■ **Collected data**
◇ ◇ ◇ ◇
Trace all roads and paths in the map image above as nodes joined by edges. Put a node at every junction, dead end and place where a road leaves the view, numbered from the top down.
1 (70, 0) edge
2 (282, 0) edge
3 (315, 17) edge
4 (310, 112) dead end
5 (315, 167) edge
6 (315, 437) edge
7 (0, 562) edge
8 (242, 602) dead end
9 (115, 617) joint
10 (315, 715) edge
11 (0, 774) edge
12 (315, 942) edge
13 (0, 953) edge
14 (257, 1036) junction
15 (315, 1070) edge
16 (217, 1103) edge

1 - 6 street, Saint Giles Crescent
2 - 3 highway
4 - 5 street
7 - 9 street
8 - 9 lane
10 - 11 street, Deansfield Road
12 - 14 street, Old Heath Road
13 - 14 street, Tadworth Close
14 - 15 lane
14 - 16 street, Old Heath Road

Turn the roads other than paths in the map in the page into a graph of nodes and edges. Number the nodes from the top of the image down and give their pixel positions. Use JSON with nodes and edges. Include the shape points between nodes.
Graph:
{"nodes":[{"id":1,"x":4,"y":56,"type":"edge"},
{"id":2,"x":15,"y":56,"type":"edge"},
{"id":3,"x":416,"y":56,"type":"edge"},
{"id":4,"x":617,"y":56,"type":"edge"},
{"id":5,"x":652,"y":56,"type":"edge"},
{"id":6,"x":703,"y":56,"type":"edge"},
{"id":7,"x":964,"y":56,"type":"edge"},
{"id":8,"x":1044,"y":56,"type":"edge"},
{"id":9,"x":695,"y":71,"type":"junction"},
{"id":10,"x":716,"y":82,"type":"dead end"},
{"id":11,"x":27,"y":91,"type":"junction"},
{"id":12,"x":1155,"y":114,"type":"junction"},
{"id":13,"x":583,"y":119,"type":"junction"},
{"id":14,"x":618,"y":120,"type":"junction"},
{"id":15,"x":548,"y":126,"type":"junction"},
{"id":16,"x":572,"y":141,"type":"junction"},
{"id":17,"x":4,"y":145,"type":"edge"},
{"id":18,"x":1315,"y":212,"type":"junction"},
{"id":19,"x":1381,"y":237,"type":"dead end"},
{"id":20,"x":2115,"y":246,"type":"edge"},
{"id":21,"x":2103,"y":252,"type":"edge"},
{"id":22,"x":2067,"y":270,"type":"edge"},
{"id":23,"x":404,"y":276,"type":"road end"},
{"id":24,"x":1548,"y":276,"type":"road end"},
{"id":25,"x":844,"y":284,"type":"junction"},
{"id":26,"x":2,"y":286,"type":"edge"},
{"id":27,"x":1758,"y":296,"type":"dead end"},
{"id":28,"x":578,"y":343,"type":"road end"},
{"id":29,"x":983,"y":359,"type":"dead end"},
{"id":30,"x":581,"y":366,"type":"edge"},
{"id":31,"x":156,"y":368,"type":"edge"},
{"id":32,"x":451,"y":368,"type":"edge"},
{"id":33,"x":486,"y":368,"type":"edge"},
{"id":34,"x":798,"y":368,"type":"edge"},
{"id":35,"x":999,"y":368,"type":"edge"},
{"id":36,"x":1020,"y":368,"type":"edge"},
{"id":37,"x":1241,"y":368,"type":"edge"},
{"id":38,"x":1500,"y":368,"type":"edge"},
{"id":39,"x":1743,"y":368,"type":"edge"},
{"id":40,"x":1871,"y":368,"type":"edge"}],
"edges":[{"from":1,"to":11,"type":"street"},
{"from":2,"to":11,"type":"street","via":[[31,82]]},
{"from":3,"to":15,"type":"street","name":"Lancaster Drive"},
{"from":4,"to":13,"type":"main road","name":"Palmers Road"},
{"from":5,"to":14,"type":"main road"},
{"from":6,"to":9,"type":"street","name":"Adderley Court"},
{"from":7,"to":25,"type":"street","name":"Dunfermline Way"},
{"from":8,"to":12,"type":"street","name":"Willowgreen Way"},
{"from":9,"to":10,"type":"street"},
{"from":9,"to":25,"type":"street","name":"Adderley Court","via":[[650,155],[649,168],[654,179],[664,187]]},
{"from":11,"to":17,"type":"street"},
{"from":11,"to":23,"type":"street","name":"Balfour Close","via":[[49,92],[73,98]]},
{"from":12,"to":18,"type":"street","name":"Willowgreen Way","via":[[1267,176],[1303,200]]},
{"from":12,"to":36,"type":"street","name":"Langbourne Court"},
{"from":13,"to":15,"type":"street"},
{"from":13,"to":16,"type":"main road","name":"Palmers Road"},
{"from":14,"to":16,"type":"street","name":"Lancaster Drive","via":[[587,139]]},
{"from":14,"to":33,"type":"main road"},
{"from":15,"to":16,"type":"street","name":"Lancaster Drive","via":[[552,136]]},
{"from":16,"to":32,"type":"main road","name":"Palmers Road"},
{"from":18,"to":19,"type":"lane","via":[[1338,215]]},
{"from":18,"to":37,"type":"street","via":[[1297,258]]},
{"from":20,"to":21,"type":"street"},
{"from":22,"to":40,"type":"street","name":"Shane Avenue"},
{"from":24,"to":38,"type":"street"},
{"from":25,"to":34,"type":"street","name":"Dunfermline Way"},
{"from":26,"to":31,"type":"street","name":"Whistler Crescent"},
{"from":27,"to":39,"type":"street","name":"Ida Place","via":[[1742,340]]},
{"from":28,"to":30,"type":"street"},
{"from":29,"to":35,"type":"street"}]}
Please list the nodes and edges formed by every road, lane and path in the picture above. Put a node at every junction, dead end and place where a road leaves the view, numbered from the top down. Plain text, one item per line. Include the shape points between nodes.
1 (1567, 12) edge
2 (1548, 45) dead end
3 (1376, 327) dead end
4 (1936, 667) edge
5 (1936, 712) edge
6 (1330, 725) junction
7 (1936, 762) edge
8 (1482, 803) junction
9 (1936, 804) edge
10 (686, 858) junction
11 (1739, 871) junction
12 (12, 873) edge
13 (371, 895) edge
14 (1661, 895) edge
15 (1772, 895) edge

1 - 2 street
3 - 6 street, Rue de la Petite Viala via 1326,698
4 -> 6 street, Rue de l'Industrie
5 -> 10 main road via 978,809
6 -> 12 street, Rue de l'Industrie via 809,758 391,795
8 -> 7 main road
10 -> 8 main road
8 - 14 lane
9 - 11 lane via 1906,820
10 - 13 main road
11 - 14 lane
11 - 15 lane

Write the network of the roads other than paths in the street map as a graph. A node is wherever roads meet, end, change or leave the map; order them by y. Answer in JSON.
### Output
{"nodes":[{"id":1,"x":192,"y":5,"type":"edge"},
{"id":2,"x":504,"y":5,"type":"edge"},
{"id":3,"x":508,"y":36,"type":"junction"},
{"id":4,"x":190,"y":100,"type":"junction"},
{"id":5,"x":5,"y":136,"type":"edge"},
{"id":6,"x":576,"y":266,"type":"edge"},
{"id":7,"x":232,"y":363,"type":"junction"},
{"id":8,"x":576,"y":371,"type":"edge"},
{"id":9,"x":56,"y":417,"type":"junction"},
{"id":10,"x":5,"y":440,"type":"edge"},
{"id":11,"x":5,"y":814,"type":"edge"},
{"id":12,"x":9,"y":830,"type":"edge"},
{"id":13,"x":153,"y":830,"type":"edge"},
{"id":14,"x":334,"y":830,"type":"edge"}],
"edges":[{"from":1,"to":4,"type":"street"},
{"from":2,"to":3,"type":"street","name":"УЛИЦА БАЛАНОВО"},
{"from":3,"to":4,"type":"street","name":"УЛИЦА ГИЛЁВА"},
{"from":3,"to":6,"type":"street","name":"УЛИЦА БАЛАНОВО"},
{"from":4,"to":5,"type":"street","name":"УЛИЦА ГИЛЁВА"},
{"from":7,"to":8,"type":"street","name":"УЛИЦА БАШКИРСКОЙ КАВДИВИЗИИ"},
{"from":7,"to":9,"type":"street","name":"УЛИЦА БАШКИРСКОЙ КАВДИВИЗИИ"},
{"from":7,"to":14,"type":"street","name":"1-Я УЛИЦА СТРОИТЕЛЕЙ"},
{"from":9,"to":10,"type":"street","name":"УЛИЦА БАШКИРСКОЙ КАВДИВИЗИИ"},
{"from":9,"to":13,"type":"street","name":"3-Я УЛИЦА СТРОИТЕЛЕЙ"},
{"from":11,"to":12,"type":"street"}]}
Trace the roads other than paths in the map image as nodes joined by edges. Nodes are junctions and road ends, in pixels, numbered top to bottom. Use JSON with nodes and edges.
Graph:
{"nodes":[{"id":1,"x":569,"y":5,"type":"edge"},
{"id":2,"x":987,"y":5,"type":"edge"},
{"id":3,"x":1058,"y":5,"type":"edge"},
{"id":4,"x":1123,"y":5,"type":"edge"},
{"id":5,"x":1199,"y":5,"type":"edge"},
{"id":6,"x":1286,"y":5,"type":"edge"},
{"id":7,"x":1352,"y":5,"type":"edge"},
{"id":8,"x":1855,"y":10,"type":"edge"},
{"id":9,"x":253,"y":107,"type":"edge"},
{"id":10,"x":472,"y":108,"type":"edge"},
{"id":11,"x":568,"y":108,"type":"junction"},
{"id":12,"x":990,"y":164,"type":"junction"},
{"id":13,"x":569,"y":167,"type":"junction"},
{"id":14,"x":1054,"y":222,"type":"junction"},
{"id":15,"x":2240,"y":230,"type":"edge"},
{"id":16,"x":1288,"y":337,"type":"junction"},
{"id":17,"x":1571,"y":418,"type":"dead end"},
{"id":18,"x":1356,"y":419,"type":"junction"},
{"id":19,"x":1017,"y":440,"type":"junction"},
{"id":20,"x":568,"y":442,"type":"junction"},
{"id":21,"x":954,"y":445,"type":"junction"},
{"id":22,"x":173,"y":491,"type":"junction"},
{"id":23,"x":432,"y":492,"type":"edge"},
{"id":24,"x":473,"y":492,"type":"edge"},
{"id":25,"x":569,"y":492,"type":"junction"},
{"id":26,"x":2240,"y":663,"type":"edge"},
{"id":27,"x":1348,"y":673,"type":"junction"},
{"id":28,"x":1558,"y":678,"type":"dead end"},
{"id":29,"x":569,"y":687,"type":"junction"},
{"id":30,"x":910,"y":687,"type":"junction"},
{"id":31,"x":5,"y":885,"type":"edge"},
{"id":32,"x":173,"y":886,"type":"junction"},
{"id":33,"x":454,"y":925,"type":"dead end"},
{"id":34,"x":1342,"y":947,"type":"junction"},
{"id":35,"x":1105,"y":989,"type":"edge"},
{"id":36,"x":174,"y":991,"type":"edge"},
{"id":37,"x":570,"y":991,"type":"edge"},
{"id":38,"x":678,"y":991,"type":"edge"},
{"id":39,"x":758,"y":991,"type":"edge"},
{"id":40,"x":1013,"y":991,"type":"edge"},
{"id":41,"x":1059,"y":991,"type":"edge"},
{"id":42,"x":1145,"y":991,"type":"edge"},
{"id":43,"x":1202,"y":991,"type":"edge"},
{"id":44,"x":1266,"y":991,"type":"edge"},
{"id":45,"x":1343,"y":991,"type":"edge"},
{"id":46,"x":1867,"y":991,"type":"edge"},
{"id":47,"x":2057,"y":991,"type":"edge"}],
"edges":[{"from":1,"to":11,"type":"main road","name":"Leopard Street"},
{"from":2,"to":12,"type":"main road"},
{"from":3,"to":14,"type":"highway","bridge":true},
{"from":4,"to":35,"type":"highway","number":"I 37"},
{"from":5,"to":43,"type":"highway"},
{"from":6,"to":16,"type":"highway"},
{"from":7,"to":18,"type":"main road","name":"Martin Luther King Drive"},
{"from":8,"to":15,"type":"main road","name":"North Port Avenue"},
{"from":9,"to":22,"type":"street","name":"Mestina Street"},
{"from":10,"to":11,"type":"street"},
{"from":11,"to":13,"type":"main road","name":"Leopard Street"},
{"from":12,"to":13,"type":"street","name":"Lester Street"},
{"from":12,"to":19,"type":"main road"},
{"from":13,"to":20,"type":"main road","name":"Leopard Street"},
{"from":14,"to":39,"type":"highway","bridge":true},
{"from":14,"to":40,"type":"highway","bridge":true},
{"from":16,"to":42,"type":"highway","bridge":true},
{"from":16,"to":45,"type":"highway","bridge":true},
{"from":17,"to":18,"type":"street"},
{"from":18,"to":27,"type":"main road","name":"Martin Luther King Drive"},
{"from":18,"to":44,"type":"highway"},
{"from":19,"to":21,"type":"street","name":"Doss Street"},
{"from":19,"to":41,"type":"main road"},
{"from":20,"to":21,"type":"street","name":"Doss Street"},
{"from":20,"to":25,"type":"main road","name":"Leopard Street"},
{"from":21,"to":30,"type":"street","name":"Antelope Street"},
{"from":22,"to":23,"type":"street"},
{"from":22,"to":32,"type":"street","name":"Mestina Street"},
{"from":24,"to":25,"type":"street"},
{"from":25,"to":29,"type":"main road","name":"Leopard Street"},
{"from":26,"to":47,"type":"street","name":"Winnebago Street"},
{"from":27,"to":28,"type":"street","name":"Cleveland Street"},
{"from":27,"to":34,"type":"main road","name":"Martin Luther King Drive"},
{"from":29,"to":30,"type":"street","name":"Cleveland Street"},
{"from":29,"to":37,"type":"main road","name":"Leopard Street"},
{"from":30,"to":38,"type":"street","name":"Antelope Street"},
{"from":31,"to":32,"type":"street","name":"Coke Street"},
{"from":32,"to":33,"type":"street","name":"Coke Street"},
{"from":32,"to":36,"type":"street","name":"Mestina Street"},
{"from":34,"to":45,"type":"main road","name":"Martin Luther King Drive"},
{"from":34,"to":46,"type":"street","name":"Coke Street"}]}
◇ ◇ ◇ ◇
■ **Activity**
From the entries above, print the lines beginning at the one with "Please list the" and stopping after the one with "Write the network", exactly as written and with nothing else.

■ **Answer to the exercise**
Please list the nodes and edges formed by every road, lane and path in the picture above. Put a node at every junction, dead end and place where a road leaves the view, numbered from the top down. Plain text, one item per line. Include the shape points between nodes.
1 (1567, 12) edge
2 (1548, 45) dead end
3 (1376, 327) dead end
4 (1936, 667) edge
5 (1936, 712) edge
6 (1330, 725) junction
7 (1936, 762) edge
8 (1482, 803) junction
9 (1936, 804) edge
10 (686, 858) junction
11 (1739, 871) junction
12 (12, 873) edge
13 (371, 895) edge
14 (1661, 895) edge
15 (1772, 895) edge

1 - 2 street
3 - 6 street, Rue de la Petite Viala via 1326,698
4 -> 6 street, Rue de l'Industrie
5 -> 10 main road via 978,809
6 -> 12 street, Rue de l'Industrie via 809,758 391,795
8 -> 7 main road
10 -> 8 main road
8 - 14 lane
9 - 11 lane via 1906,820
10 - 13 main road
11 - 14 lane
11 - 15 lane

Write the network of the roads other than paths in the street map as a graph. A node is wherever roads meet, end, change or leave the map; order them by y. Answer in JSON.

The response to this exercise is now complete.